In Long v Rodman, Chief Master Marsh emphasised that the court’s discretion to remove a trustee (or as was the case, an executor) is to be exercised in a pragmatic way.iii The Master referred to the case of Harris v Earwicker to outline the principles to be applied when the court exercises its inherent jurisdiction:
- the guiding principle is the proper administration of the trust and the welfare of the beneficiaries and it is unnecessary for the court to find wrongdoing or fault. If there is wrongdoing or fault that may jeopardise the estate, the court is more likely to exercise its power of removal;
- the wishes of the testator (or settlor), as reflected in the will (or trust documents) will be a factor that is taken into account. The wishes of the beneficiaries may also be relevant. However, even where the views of the beneficiaries are unanimous, there is no right to demand replacement and the court will consider the interests of the beneficiaries as a whole;
- the court will consider whether it has become impracticable (or impossible) for the personal representative/trustee to carry out the estate/trust’s administration;
- the court will consider the additional cost involved in replacing the trustee and take into account the size of the estate and scope of work involved.iv
As summarised in the case of Schumacher v Clarke: “the administration of an estate or a trust can often lead to tension and indeed feelings often run high. It is essential for the court to avoid as far as possible providing a forum for the parties merely to vent their complaints about each other. The core issue is whether the continuation in office of one or more parties is detrimental to the interests of the beneficiaries.”v
Breach of Trust
Trustees owe duties of skill and care in their administration of the trust and must exercise such skill and care as is reasonable in all the circumstances.

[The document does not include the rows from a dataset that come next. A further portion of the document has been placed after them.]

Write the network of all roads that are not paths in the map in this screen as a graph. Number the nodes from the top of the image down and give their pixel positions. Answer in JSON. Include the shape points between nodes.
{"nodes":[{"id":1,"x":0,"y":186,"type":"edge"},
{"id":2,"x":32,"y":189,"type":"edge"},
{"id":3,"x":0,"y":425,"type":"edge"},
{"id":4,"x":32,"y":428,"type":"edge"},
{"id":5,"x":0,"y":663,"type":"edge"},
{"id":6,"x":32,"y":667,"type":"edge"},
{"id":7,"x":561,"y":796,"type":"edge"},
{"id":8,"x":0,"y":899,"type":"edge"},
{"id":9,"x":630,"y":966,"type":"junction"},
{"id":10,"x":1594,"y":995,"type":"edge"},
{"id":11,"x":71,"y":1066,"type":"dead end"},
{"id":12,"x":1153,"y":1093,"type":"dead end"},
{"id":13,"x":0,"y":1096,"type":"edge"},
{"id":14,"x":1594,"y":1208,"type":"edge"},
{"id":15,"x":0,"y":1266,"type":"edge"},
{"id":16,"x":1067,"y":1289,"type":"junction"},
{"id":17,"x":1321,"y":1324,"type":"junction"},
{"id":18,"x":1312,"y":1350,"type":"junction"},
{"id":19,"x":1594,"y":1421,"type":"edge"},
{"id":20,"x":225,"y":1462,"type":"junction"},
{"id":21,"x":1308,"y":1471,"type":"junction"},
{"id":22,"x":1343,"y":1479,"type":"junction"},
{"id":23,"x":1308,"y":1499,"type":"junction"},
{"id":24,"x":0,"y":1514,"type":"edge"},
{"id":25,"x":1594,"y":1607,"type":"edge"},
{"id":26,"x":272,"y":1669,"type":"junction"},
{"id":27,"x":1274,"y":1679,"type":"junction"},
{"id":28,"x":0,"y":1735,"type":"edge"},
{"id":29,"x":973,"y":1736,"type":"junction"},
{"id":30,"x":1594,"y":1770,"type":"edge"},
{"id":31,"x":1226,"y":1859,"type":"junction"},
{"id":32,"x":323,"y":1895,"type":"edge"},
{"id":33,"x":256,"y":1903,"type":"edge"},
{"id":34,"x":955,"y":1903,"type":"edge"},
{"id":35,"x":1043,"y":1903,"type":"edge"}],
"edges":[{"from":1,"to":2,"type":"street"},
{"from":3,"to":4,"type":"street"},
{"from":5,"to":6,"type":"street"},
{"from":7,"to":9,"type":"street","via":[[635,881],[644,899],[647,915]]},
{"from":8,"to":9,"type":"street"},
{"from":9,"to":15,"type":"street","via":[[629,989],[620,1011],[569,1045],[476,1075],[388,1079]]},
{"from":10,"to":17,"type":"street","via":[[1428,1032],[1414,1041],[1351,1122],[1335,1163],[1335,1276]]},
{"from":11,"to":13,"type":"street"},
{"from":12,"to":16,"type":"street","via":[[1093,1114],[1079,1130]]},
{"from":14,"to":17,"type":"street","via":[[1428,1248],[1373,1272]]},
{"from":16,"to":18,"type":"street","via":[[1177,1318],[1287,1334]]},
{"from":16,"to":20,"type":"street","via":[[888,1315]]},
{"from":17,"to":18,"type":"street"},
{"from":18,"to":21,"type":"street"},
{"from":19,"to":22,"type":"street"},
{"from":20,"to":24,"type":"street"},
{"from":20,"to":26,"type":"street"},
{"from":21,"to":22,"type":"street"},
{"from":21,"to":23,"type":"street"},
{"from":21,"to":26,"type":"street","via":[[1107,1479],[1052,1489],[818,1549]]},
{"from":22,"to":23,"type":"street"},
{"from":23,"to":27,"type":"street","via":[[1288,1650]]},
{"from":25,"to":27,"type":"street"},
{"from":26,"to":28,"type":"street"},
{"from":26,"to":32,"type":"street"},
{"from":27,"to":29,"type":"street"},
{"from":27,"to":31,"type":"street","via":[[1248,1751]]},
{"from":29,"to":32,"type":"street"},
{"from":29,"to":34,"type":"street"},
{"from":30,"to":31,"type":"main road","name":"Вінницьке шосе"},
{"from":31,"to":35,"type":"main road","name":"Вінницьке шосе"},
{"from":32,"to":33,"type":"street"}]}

A trustee may be in breach of trust if they fail to comply with the terms of the trust or act in breach of their trustee duties.
Circumstances that might amount to a breach of trust include, but are not limited to, the mismanagement of trust assets, distributing assets to a beneficiary who does not have any right to them, or self-dealing.

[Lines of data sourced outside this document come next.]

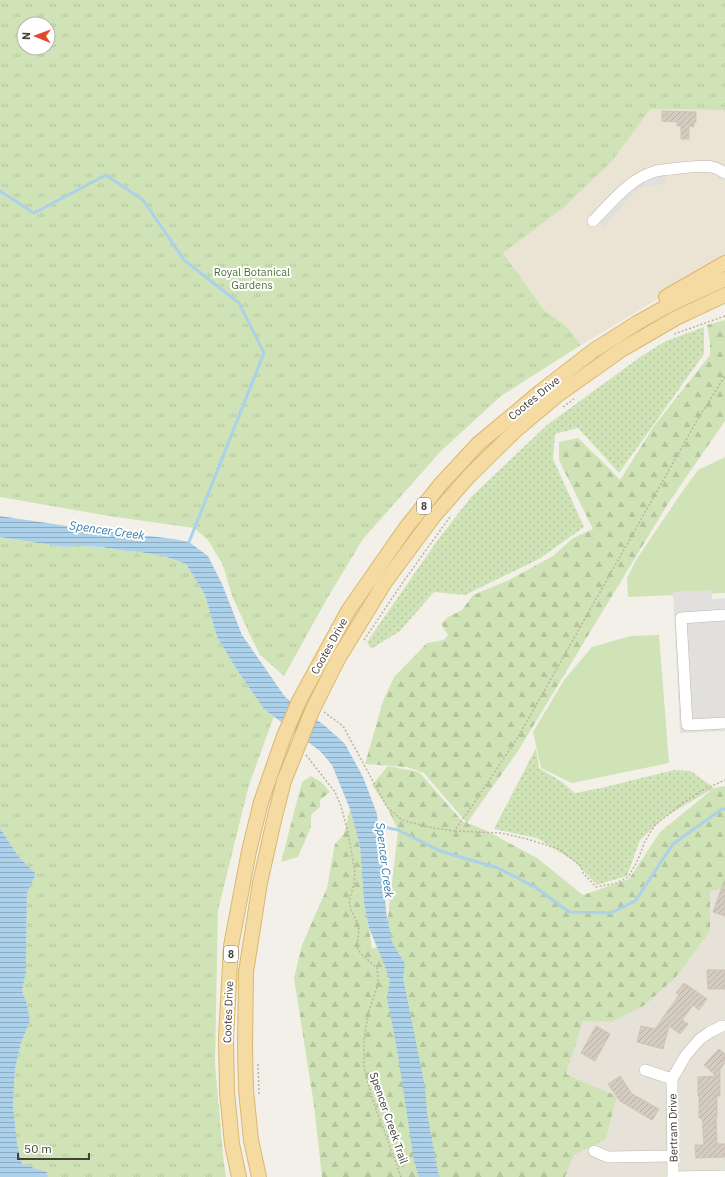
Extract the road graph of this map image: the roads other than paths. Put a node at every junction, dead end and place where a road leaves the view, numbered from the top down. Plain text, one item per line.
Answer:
1 (725, 173) edge
2 (594, 221) dead end
3 (725, 262) edge
4 (725, 278) edge
5 (725, 295) edge
6 (593, 351) junction
7 (725, 615) edge
8 (725, 723) edge
9 (725, 1026) edge
10 (645, 1070) dead end
11 (672, 1079) junction
12 (594, 1151) dead end
13 (674, 1156) junction
14 (725, 1176) edge
15 (239, 1177) edge
16 (259, 1177) edge
17 (673, 1177) edge

1 - 2 street
3 - 6 main road
4 - 6 main road, Cootes Drive / 8
5 - 16 main road, Cootes Drive / 8
6 - 15 main road, Cootes Drive / 8
7 - 8 street
9 - 11 street, Bertram Drive
10 - 11 street, Bertram Drive
11 - 13 street, Bertram Drive
12 - 13 street
13 - 17 street, Bertram Drive
14 - 17 street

What happens when there is a breach of trust
In the event of a trustee being in breach of trust, an application may be made to the court for their replacement, or in extreme circumstances for an injunction to prevent the trustee from taking further action in relation to trust assets.
The court will consider what a reasonably prudent trustee would have done in those circumstances.vi If the court decides that a trustee has breached their duty, they may be personally liable to compensate the trust fund for any loss caused by their actions.

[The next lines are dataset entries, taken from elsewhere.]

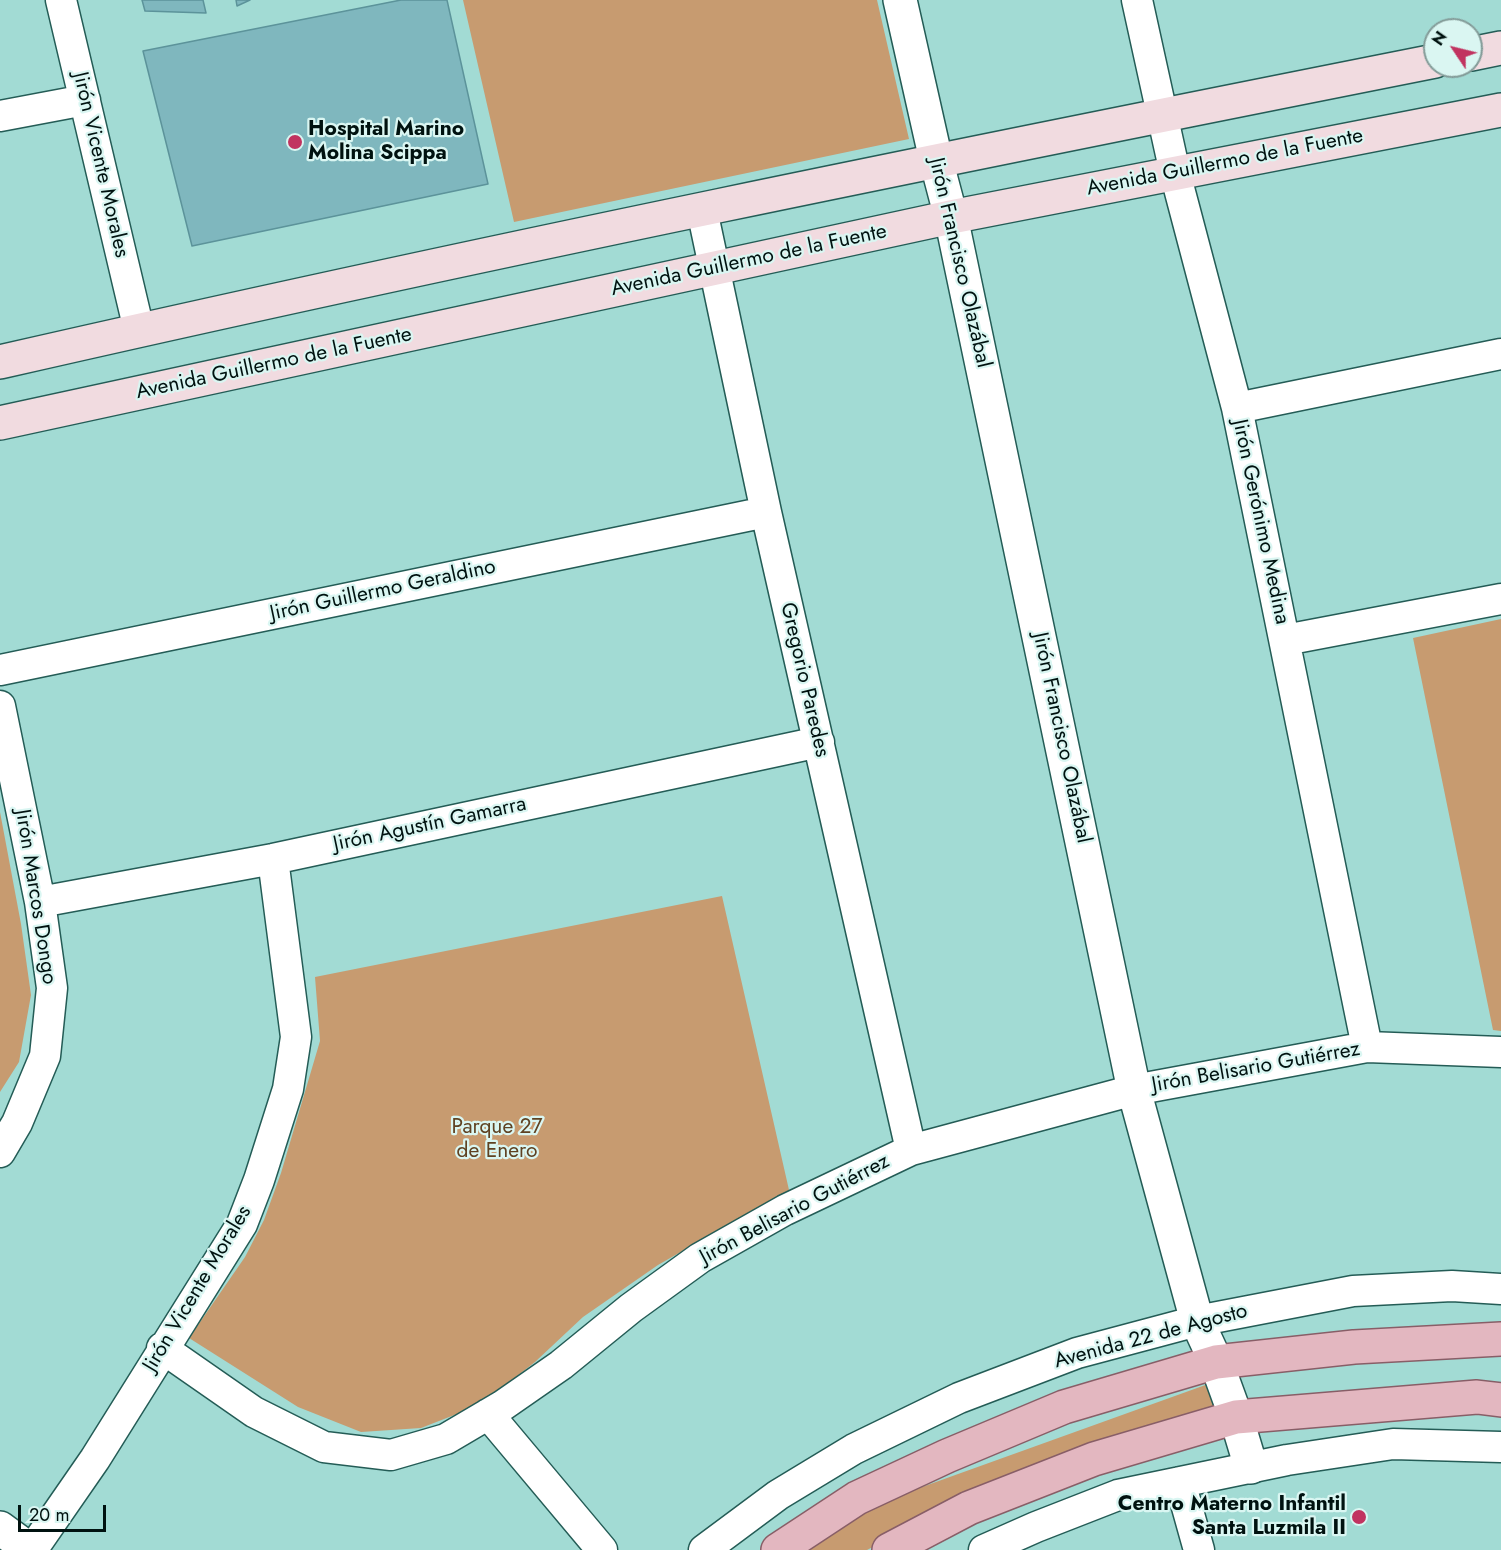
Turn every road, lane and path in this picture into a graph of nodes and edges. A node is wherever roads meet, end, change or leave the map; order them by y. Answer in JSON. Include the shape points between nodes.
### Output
{"nodes":[{"id":1,"x":61,"y":0,"type":"edge"},
{"id":2,"x":900,"y":0,"type":"edge"},
{"id":3,"x":1137,"y":0,"type":"edge"},
{"id":4,"x":1501,"y":48,"type":"edge"},
{"id":5,"x":1483,"y":52,"type":"edge"},
{"id":6,"x":1423,"y":63,"type":"edge"},
{"id":7,"x":85,"y":100,"type":"junction"},
{"id":8,"x":1501,"y":110,"type":"edge"},
{"id":9,"x":1162,"y":115,"type":"junction"},
{"id":10,"x":0,"y":116,"type":"edge"},
{"id":11,"x":936,"y":160,"type":"junction"},
{"id":12,"x":1175,"y":173,"type":"junction"},
{"id":13,"x":702,"y":210,"type":"junction"},
{"id":14,"x":951,"y":217,"type":"junction"},
{"id":15,"x":716,"y":268,"type":"junction"},
{"id":16,"x":140,"y":330,"type":"junction"},
{"id":17,"x":1501,"y":354,"type":"edge"},
{"id":18,"x":0,"y":362,"type":"edge"},
{"id":19,"x":1237,"y":408,"type":"junction"},
{"id":20,"x":0,"y":423,"type":"edge"},
{"id":21,"x":766,"y":512,"type":"junction"},
{"id":22,"x":1501,"y":599,"type":"edge"},
{"id":23,"x":1285,"y":640,"type":"junction"},
{"id":24,"x":0,"y":670,"type":"edge"},
{"id":25,"x":0,"y":706,"type":"edge"},
{"id":26,"x":819,"y":742,"type":"junction"},
{"id":27,"x":273,"y":859,"type":"junction"},
{"id":28,"x":40,"y":902,"type":"junction"},
{"id":29,"x":1367,"y":1047,"type":"junction"},
{"id":30,"x":1501,"y":1052,"type":"edge"},
{"id":31,"x":1134,"y":1090,"type":"junction"},
{"id":32,"x":911,"y":1150,"type":"junction"},
{"id":33,"x":0,"y":1152,"type":"edge"},
{"id":34,"x":1501,"y":1289,"type":"edge"},
{"id":35,"x":1197,"y":1321,"type":"junction"},
{"id":36,"x":1501,"y":1339,"type":"edge"},
{"id":37,"x":162,"y":1348,"type":"junction"},
{"id":38,"x":1216,"y":1362,"type":"junction"},
{"id":39,"x":1501,"y":1400,"type":"edge"},
{"id":40,"x":489,"y":1414,"type":"junction"},
{"id":41,"x":1236,"y":1417,"type":"junction"},
{"id":42,"x":1501,"y":1447,"type":"edge"},
{"id":43,"x":1251,"y":1467,"type":"junction"},
{"id":44,"x":1180,"y":1482,"type":"junction"},
{"id":45,"x":0,"y":1528,"type":"edge"},
{"id":46,"x":31,"y":1550,"type":"edge"},
{"id":47,"x":602,"y":1550,"type":"edge"},
{"id":48,"x":704,"y":1550,"type":"edge"},
{"id":49,"x":778,"y":1550,"type":"edge"},
{"id":50,"x":889,"y":1550,"type":"edge"},
{"id":51,"x":984,"y":1550,"type":"edge"},
{"id":52,"x":1199,"y":1550,"type":"edge"}],
"edges":[{"from":1,"to":7,"type":"street","name":"Jirón Vicente Morales"},
{"from":2,"to":11,"type":"street","name":"Jirón Francisco Olazábal"},
{"from":3,"to":9,"type":"street","name":"Jirón Gerónimo Medina"},
{"from":4,"to":5,"type":"main road"},
{"from":6,"to":9,"type":"main road"},
{"from":7,"to":10,"type":"street"},
{"from":7,"to":16,"type":"street","name":"Jirón Vicente Morales"},
{"from":8,"to":12,"type":"main road","name":"Avenida Guillermo de la Fuente"},
{"from":9,"to":11,"type":"main road"},
{"from":9,"to":12,"type":"street","name":"Jirón Gerónimo Medina"},
{"from":11,"to":13,"type":"main road"},
{"from":11,"to":14,"type":"street","name":"Jirón Francisco Olazábal"},
{"from":12,"to":14,"type":"main road","name":"Avenida Guillermo de la Fuente"},
{"from":12,"to":19,"type":"street","name":"Jirón Gerónimo Medina"},
{"from":13,"to":15,"type":"street","name":"Gregorio Paredes"},
{"from":13,"to":16,"type":"main road"},
{"from":14,"to":15,"type":"main road","name":"Avenida Guillermo de la Fuente"},
{"from":14,"to":31,"type":"street","name":"Jirón Francisco Olazábal"},
{"from":15,"to":20,"type":"main road","name":"Avenida Guillermo de la Fuente"},
{"from":15,"to":21,"type":"street","name":"Gregorio Paredes"},
{"from":16,"to":18,"type":"main road"},
{"from":17,"to":19,"type":"street"},
{"from":19,"to":23,"type":"street","name":"Jirón Gerónimo Medina"},
{"from":21,"to":24,"type":"street","name":"Jirón Guillermo Geraldino"},
{"from":21,"to":26,"type":"street","name":"Gregorio Paredes"},
{"from":22,"to":23,"type":"street"},
{"from":23,"to":29,"type":"street","name":"Jirón Gerónimo Medina"},
{"from":25,"to":28,"type":"street","name":"Jirón Marcos Dongo"},
{"from":26,"to":27,"type":"street","name":"Jirón Agustín Gamarra"},
{"from":26,"to":32,"type":"street","name":"Gregorio Paredes"},
{"from":27,"to":28,"type":"street","name":"Jirón Agustín Gamarra"},
{"from":27,"to":37,"type":"street","name":"Jirón Vicente Morales","via":[[296,1037],[288,1089],[242,1224]]},
{"from":28,"to":33,"type":"street","name":"Jirón Marcos Dongo","via":[[52,988],[45,1056],[17,1123]]},
{"from":29,"to":30,"type":"street","name":"Jirón Belisario Gutiérrez"},
{"from":29,"to":31,"type":"street","name":"Jirón Belisario Gutiérrez"},
{"from":31,"to":32,"type":"street","name":"Jirón Belisario Gutiérrez"},
{"from":31,"to":35,"type":"street","name":"Jirón Francisco Olazábal"},
{"from":32,"to":40,"type":"street","name":"Jirón Belisario Gutiérrez","via":[[785,1210],[700,1258],[561,1365]]},
{"from":34,"to":35,"type":"street","name":"Avenida 22 de Agosto","via":[[1452,1286],[1353,1291]]},
{"from":35,"to":38,"type":"street","name":"Jirón Francisco Olazábal"},
{"from":35,"to":48,"type":"street","name":"Avenida 22 de Agosto","via":[[1077,1353],[959,1398],[854,1449],[778,1494]]},
{"from":36,"to":38,"type":"main road","name":"Avenida 22 de Agosto","via":[[1354,1347]]},
{"from":37,"to":40,"type":"street","name":"Jirón Belisario Gutiérrez","via":[[254,1412],[324,1447],[391,1455],[446,1439]]},
{"from":37,"to":46,"type":"street","name":"Jirón Vicente Morales","via":[[95,1459]]},
{"from":38,"to":41,"type":"street","name":"Jirón Francisco Olazábal"},
{"from":38,"to":49,"type":"main road","name":"Avenida 22 de Agosto","via":[[1064,1407],[946,1456],[857,1498]]},
{"from":39,"to":41,"type":"main road","via":[[1477,1397]]},
{"from":40,"to":47,"type":"street"},
{"from":41,"to":43,"type":"street","name":"Jirón Francisco Olazábal"},
{"from":41,"to":50,"type":"main road","via":[[1094,1459],[969,1508]]},
{"from":42,"to":43,"type":"street","via":[[1393,1444]]},
{"from":43,"to":44,"type":"street"},
{"from":44,"to":51,"type":"street","via":[[1118,1495]]},
{"from":44,"to":52,"type":"street"},
{"from":45,"to":46,"type":"street"}]}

It should be noted that in the context of discretionary trusts, the court will not intervene with a trustee’s exercise of discretion if the trustee has acted bona fide (within their powers) – even if the court would have acted differently.vii
In the case where a claim for removal of a trustee forms part of the relief sought by breach of trust action, the position as to costs will be governed by the general principles of breach of trust actions. Accordingly, the general rule is that the unsuccessful party will be ordered to pay the costs of the successful party.
Conclusion
Overall, the need to remove a trustee may arise in a number of scenarios. The mechanism by which the trustee can be removed will depend on those circumstances and specialist legal advice should be sought.